A few weeks later, the repairs are complete but you receive a letter from the condo demanding you pay for the deductible on the insurance policy. In this case, the condo asks you to pay $100,000 or else this amount will be added to your common expenses. How could this happen?
Even though the condo has to maintain insurance coverage for this damage and indeed activates its policy, you are not necessarily off the hook. If the insurance coverage is triggered, the condo may have the right to chargeback the lesser of (a) the cost to repair the damages and (b) the deductible limit of the insurance policy in two scenarios:
- The owner, through an act or omission, caused the damage to the owner’s unit; and
- The condo has passed a by-law that allows it to chargeback the lesser amount for damage to common elements and other units so long as the condo did not cause the damage.

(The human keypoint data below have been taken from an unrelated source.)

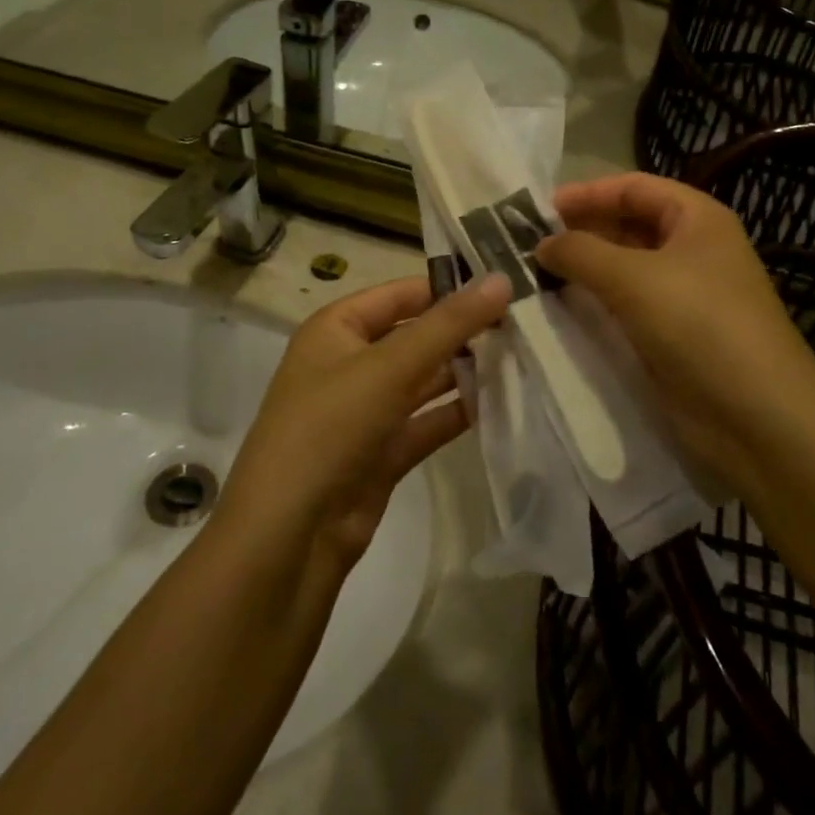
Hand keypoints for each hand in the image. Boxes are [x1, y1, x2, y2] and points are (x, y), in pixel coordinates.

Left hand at [218, 275, 511, 570]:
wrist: (290, 534)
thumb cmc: (331, 427)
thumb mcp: (390, 366)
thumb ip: (448, 324)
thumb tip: (501, 279)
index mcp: (336, 329)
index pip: (399, 294)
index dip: (448, 287)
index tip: (504, 286)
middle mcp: (349, 363)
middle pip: (414, 336)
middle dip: (462, 332)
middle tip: (524, 324)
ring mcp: (365, 410)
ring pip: (423, 381)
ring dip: (465, 372)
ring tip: (523, 358)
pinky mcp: (381, 452)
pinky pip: (426, 422)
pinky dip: (457, 413)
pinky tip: (501, 403)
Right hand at [537, 175, 814, 480]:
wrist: (756, 418)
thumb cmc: (698, 325)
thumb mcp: (633, 277)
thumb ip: (580, 252)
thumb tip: (541, 244)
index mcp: (697, 219)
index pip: (634, 187)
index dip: (588, 193)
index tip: (540, 210)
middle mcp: (693, 249)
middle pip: (629, 225)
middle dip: (582, 230)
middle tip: (530, 242)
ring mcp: (686, 294)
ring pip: (625, 267)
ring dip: (585, 267)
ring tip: (537, 272)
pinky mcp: (675, 334)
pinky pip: (627, 304)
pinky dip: (596, 301)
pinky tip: (563, 306)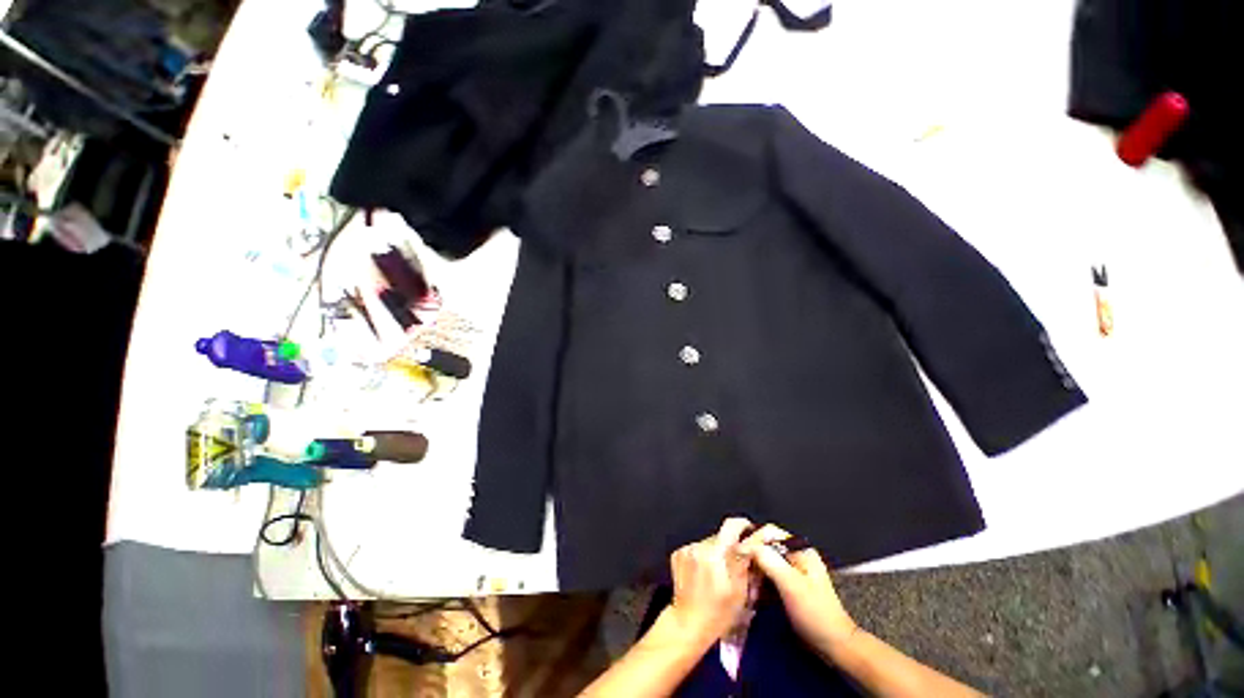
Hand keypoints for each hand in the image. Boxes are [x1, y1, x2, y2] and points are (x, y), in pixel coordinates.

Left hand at [663, 517, 753, 646]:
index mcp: (716, 554)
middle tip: (735, 563)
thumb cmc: (718, 613)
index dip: (743, 525)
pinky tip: (703, 573)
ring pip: (708, 542)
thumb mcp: (740, 591)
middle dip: (729, 545)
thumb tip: (753, 541)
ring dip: (715, 551)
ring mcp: (687, 549)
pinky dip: (703, 556)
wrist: (687, 623)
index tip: (750, 531)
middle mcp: (700, 546)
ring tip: (717, 573)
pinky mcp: (678, 553)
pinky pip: (696, 548)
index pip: (731, 526)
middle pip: (720, 535)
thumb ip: (744, 561)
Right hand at [739, 524, 857, 655]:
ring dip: (753, 572)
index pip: (768, 533)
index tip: (736, 555)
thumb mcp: (791, 585)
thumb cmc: (815, 613)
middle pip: (765, 546)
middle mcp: (795, 555)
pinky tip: (752, 594)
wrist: (833, 646)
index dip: (751, 541)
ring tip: (745, 587)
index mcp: (799, 549)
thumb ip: (769, 561)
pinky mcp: (788, 585)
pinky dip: (758, 582)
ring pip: (764, 561)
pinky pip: (767, 575)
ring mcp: (791, 570)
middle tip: (739, 574)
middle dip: (751, 559)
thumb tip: (745, 546)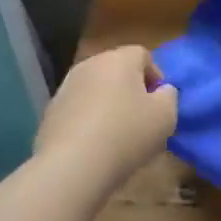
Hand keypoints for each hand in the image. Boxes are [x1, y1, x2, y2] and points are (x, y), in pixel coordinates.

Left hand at [36, 45, 177, 188]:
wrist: (73, 165)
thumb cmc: (127, 134)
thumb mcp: (166, 116)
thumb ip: (169, 96)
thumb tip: (161, 90)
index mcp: (119, 60)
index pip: (142, 54)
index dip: (155, 75)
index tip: (160, 102)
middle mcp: (89, 65)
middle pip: (116, 70)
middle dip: (130, 89)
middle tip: (141, 117)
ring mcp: (65, 88)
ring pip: (95, 89)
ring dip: (108, 104)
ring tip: (117, 134)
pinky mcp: (51, 112)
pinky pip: (78, 109)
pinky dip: (88, 120)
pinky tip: (95, 145)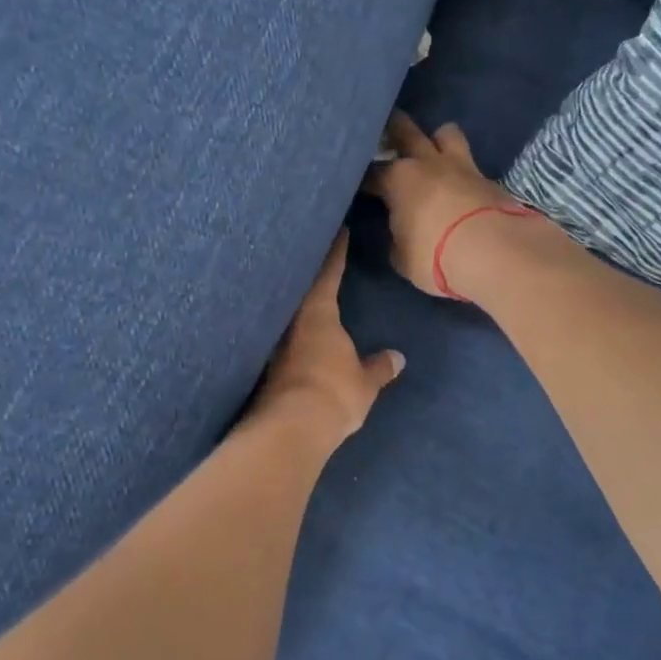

In this scenario, damage originated from the owner’s unit and the condo did not cause the damage, so the owner is still liable if the condo has passed the appropriate by-law.
To avoid a similar situation, it’s important for unit owners to obtain comprehensive insurance coverage for their units. We commonly see owners with coverage up to approximately $25,000 towards insurance deductible chargebacks despite skyrocketing insurance deductibles in recent years. To use the example above, an owner would still be liable for $75,000 out-of-pocket. We recommend owners periodically check their insurance policy against the condo’s policy to ensure “gapless” coverage. Don’t be caught off guard by unexpected charges – take the time to review the condo’s insurance certificate or latest periodic information certificate which will set out the deductibles in various scenarios.